La mort de David Bowiedossier
Scénographe de l'exposition «David Bowie is» passée par la Philarmonie de Paris au printemps 2015, Clémence Farrell raconte comment elle l'a adaptée en France.
La gabardine illustrant la couv de «Earthling», album sorti en 2005. (Photo Samuel Kirszenbaum)
publié le 11 janvier 2016 à 20h17

A la tête de l'agence du même nom, Clémence Farrell a été choisie par la Philharmonie de Paris pour réaliser la scénographie de l'exposition «David Bowie is», au printemps 2015. Elle raconte comment elle a «adapté» cette rétrospective de la vie de la pop star créée au Victoria and Albert Museum de Londres en 2013 et qui depuis voyage dans le monde entier. Après avoir rencontré un grand succès à Paris (200 000 entrées, soit le maximum possible à la Philharmonie), «David Bowie is» fait actuellement étape à Groninge, dans le nord des Pays-Bas jusqu'au 13 mars, dernière étape de sa tournée européenne.

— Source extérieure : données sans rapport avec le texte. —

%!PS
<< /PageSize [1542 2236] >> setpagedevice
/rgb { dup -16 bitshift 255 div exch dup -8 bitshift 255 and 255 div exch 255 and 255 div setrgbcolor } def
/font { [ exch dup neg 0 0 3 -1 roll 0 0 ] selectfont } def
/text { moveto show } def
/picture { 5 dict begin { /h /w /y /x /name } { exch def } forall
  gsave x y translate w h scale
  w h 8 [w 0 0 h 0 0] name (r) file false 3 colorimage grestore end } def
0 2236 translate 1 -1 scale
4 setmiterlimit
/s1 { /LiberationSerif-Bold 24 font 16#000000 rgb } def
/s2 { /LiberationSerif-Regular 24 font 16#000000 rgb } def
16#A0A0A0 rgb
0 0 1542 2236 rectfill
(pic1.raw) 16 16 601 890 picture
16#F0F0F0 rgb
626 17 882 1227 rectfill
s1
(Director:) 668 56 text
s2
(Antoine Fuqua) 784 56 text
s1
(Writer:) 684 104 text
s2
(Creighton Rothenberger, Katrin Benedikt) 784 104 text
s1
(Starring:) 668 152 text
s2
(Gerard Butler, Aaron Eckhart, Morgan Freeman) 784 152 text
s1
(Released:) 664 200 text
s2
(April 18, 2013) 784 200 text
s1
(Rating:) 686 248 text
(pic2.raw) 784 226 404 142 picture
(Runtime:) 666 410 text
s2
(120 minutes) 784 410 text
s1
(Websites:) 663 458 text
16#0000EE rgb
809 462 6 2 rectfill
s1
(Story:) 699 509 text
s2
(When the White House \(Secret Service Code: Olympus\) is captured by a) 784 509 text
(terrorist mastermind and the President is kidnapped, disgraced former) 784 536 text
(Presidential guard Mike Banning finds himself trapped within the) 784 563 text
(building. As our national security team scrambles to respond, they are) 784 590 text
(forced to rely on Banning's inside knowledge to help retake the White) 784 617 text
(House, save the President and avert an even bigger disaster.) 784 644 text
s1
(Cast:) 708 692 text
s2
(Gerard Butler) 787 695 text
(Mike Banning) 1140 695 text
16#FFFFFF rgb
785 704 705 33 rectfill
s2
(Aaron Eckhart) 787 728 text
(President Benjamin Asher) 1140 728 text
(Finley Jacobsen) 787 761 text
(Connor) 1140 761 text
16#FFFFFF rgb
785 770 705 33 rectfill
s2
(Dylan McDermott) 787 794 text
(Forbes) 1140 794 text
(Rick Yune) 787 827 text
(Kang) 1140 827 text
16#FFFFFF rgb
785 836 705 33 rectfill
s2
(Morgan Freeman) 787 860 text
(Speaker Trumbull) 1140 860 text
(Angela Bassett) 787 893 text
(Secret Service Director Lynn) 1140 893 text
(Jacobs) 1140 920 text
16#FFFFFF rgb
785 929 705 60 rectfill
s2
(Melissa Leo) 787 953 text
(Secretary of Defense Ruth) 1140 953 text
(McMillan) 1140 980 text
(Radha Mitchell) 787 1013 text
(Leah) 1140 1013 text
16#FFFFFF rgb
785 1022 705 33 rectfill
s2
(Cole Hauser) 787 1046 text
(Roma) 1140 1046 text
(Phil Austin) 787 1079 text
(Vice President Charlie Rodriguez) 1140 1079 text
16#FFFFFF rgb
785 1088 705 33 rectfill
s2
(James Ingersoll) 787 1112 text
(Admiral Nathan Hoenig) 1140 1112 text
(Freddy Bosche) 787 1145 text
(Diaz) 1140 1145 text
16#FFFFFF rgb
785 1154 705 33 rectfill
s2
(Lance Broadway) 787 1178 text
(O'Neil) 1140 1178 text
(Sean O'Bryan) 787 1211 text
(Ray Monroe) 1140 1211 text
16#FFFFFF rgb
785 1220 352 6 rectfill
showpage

Comment travaille-t-on sur une exposition conçue et créée ailleurs ?

On se nourrit d'abord des retours d'expérience des autres lieux où elle est passée en essayant de corriger les petits défauts qui ont pu être constatés ça et là. A Paris, on a donné un axe plus musical à la présentation de cet artiste protéiforme. On l'a rendu plus visible en agrandissant certains écrans comme ceux diffusant Life on mars ou Space Oddity. Quand on travaille sur ce genre d'expos internationales, on reçoit une charte très précise sur ce que doit être chaque salle. Mais cela ne nous a pas empêchés d'apporter notre petite touche sans altérer l'œuvre originale bien sûr car il s'agit bien d'une œuvre à part entière.

Qu’avez-vous modifié ou apporté ?

On a fait un traitement sur la signalétique des salles en leur donnant des caractères surréalistes bien dans l'esprit de Bowie selon nous. On a créé des lettres en paillettes, en miroir, clins d'œil à l'esthétique glam qui était celle de Bowie. Mais le morceau de bravoure, c'était de trouver le moyen d'adapter le dispositif majeur des extraits de concerts projetés dans une salle de 12 mètres de haut au VAA de Londres dans un espace qui n'en faisait que 4 à Paris ! On a donc refait le film à Paris dans un mode horizontal alors qu'il était vertical à Londres. Il y a aussi cette pièce où des livres sont positionnés en hauteur, comme des oiseaux, on a amplifié cette image d'envol en en faisant une sculpture, quelque chose de plus artistique, moins arts déco. On met notre patte, très humblement.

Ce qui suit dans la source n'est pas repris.